• [Task prompt]: Only the pictures are to be left out; return the rest of the data exactly as it stands.

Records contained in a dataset
────

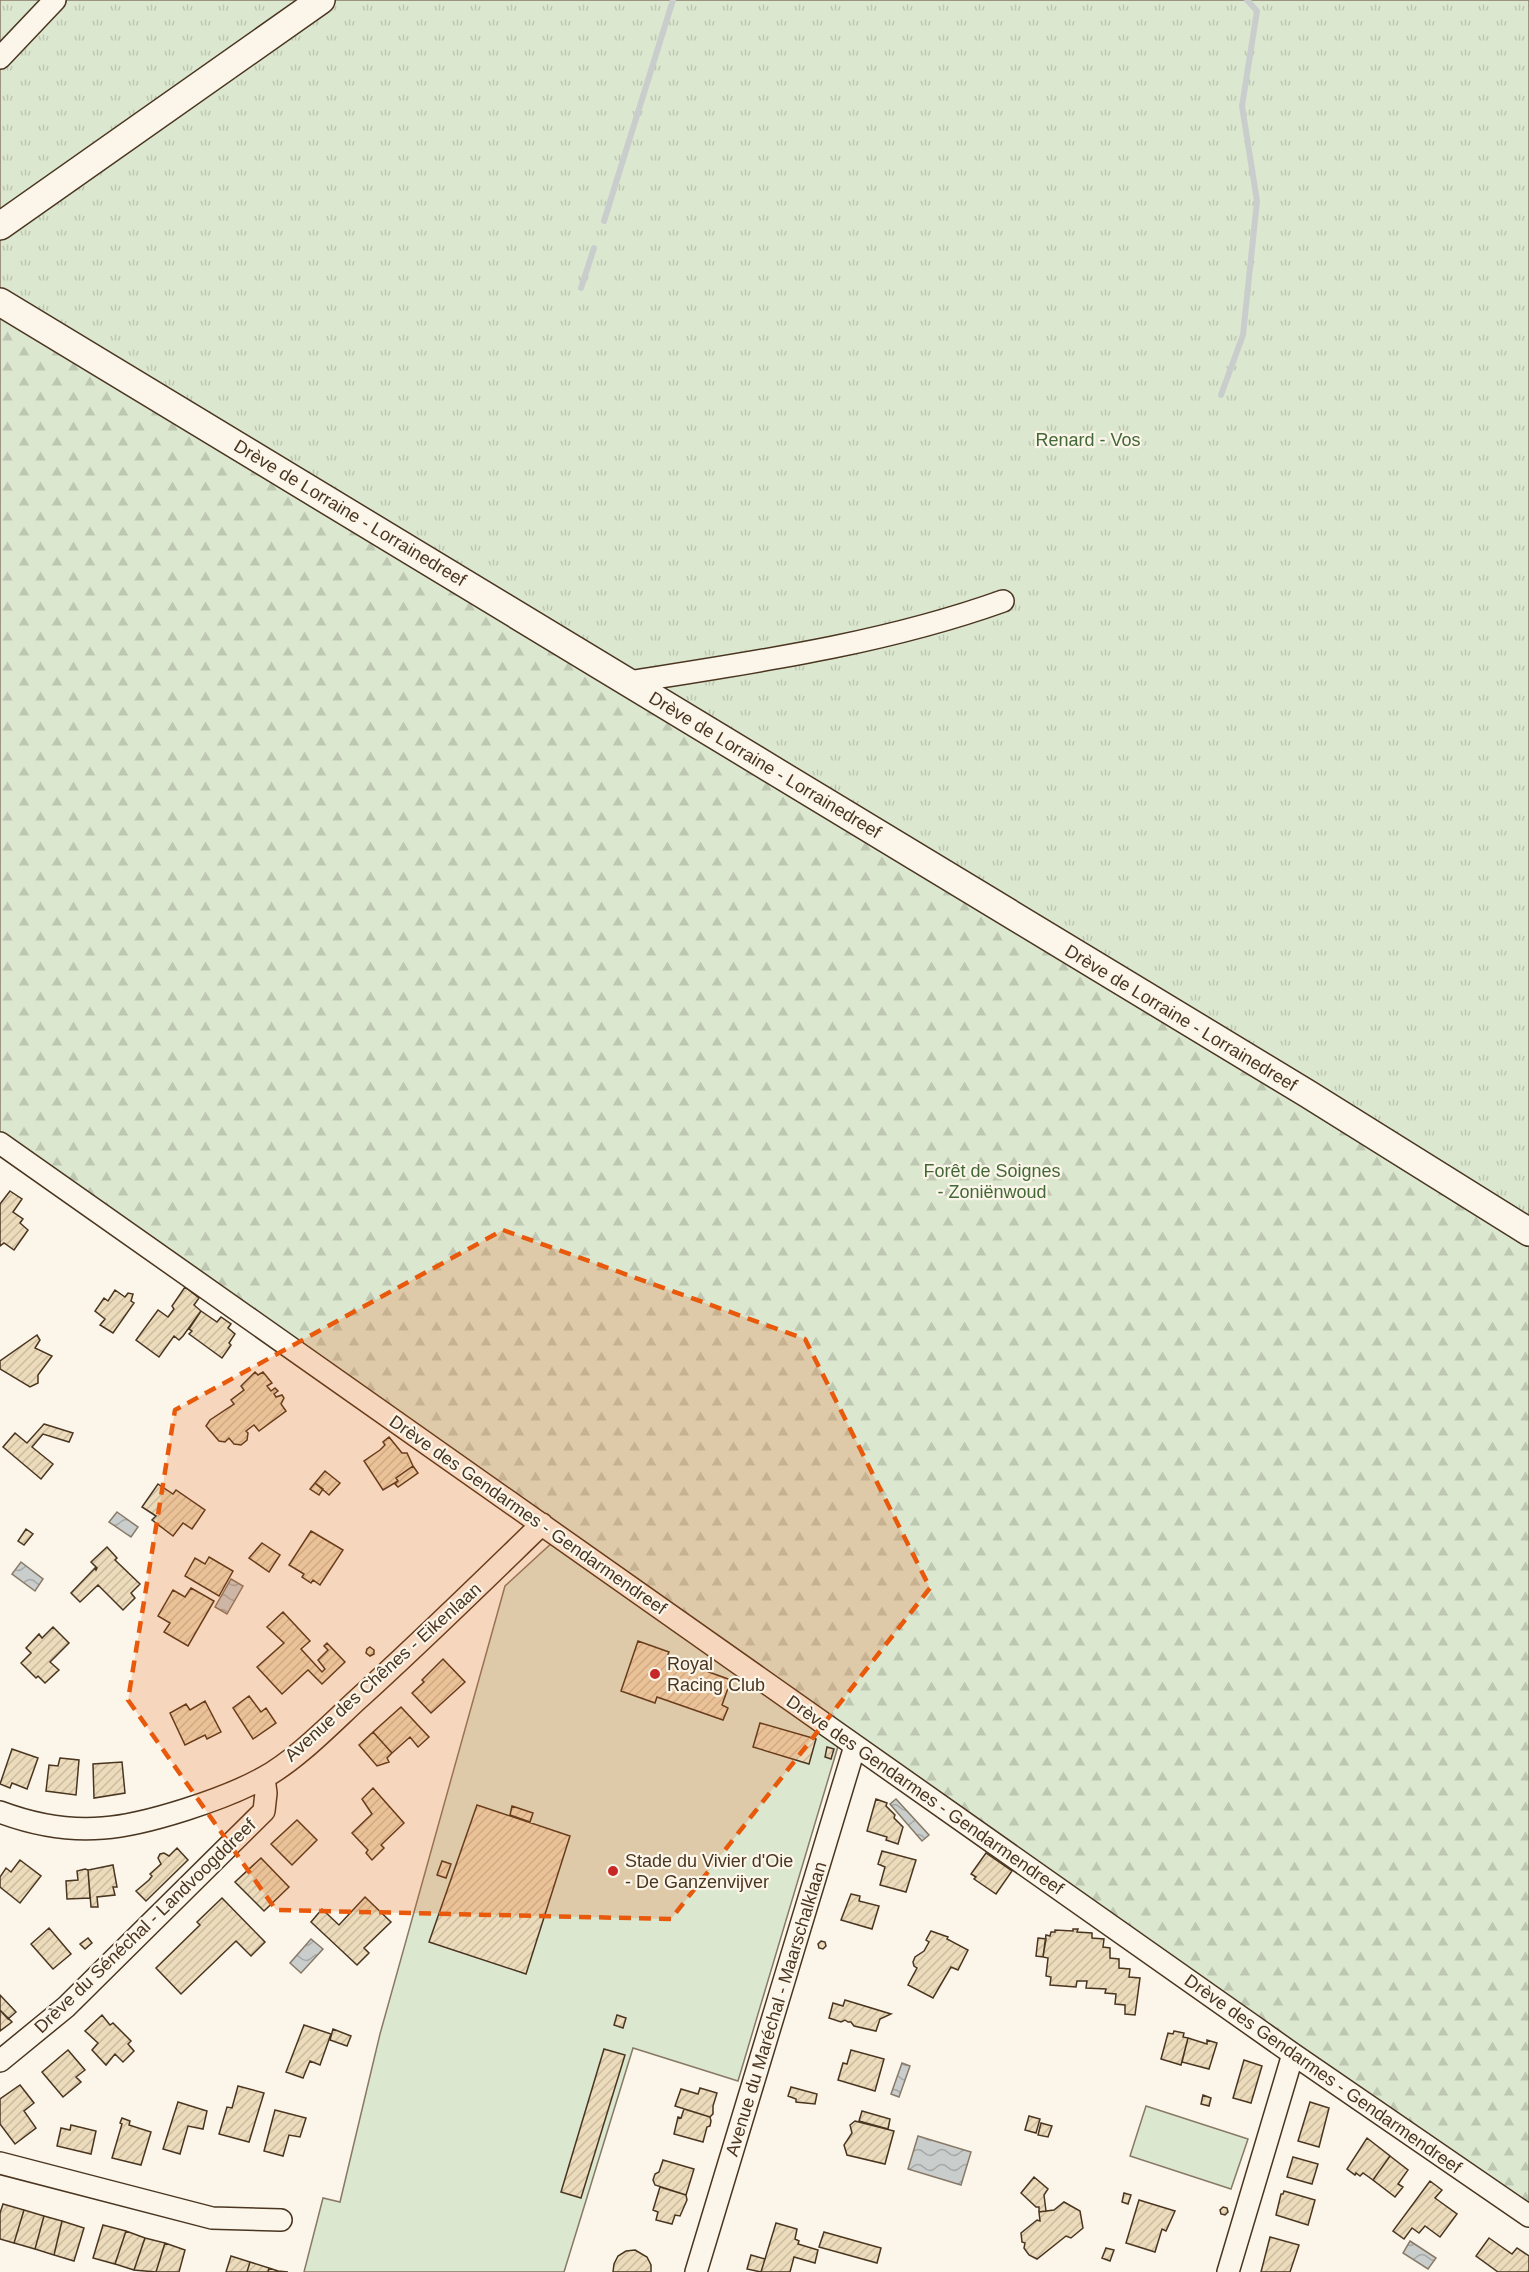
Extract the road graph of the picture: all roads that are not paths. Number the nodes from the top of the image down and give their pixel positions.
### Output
1 (55, 0) edge
2 (321, 0) edge
3 (0, 58) edge
4 (0, 226) edge
5 (0, 302) edge
6 (1004, 601) dead end
7 (629, 682) junction
8 (0, 1143) edge
9 (1529, 1232) edge
10 (546, 1527) junction
11 (855, 1746) junction
12 (264, 1778) junction
13 (0, 1812) edge
14 (1293, 2054) junction
15 (0, 2061) edge
16 (0, 2163) edge
17 (1529, 2216) edge
18 (280, 2220) dead end
19 (696, 2272) edge
20 (1228, 2272) edge

1 - 3 street
2 - 4 main road
5 - 7 main road, Drève de Lorraine - Lorrainedreef
6 - 7 street
7 - 9 main road, Drève de Lorraine - Lorrainedreef
8 - 10 street, Drève des Gendarmes - Gendarmendreef
10 - 11 street, Drève des Gendarmes - Gendarmendreef
10 - 12 street, Avenue des Chênes - Eikenlaan
11 - 14 street, Drève des Gendarmes - Gendarmendreef
11 - 19 street, Avenue du Maréchal - Maarschalklaan
12 - 13 street, Avenue des Chênes - Eikenlaan
12 - 15 street, Drève du Sénéchal - Landvoogddreef
14 - 17 street, Drève des Gendarmes - Gendarmendreef
14 - 20 street
16 - 18 street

────

• [Reply to the exercise]:
Extract the road graph of the picture: all roads that are not paths. Number the nodes from the top of the image down and give their pixel positions.
### Output
1 (55, 0) edge
2 (321, 0) edge
3 (0, 58) edge
4 (0, 226) edge
5 (0, 302) edge
6 (1004, 601) dead end
7 (629, 682) junction
8 (0, 1143) edge
9 (1529, 1232) edge
10 (546, 1527) junction
11 (855, 1746) junction
12 (264, 1778) junction
13 (0, 1812) edge
14 (1293, 2054) junction
15 (0, 2061) edge
16 (0, 2163) edge
17 (1529, 2216) edge
18 (280, 2220) dead end
19 (696, 2272) edge
20 (1228, 2272) edge

1 - 3 street
2 - 4 main road
5 - 7 main road, Drève de Lorraine - Lorrainedreef
6 - 7 street
7 - 9 main road, Drève de Lorraine - Lorrainedreef
8 - 10 street, Drève des Gendarmes - Gendarmendreef
10 - 11 street, Drève des Gendarmes - Gendarmendreef
10 - 12 street, Avenue des Chênes - Eikenlaan
11 - 14 street, Drève des Gendarmes - Gendarmendreef
11 - 19 street, Avenue du Maréchal - Maarschalklaan
12 - 13 street, Avenue des Chênes - Eikenlaan
12 - 15 street, Drève du Sénéchal - Landvoogddreef
14 - 17 street, Drève des Gendarmes - Gendarmendreef
14 - 20 street
16 - 18 street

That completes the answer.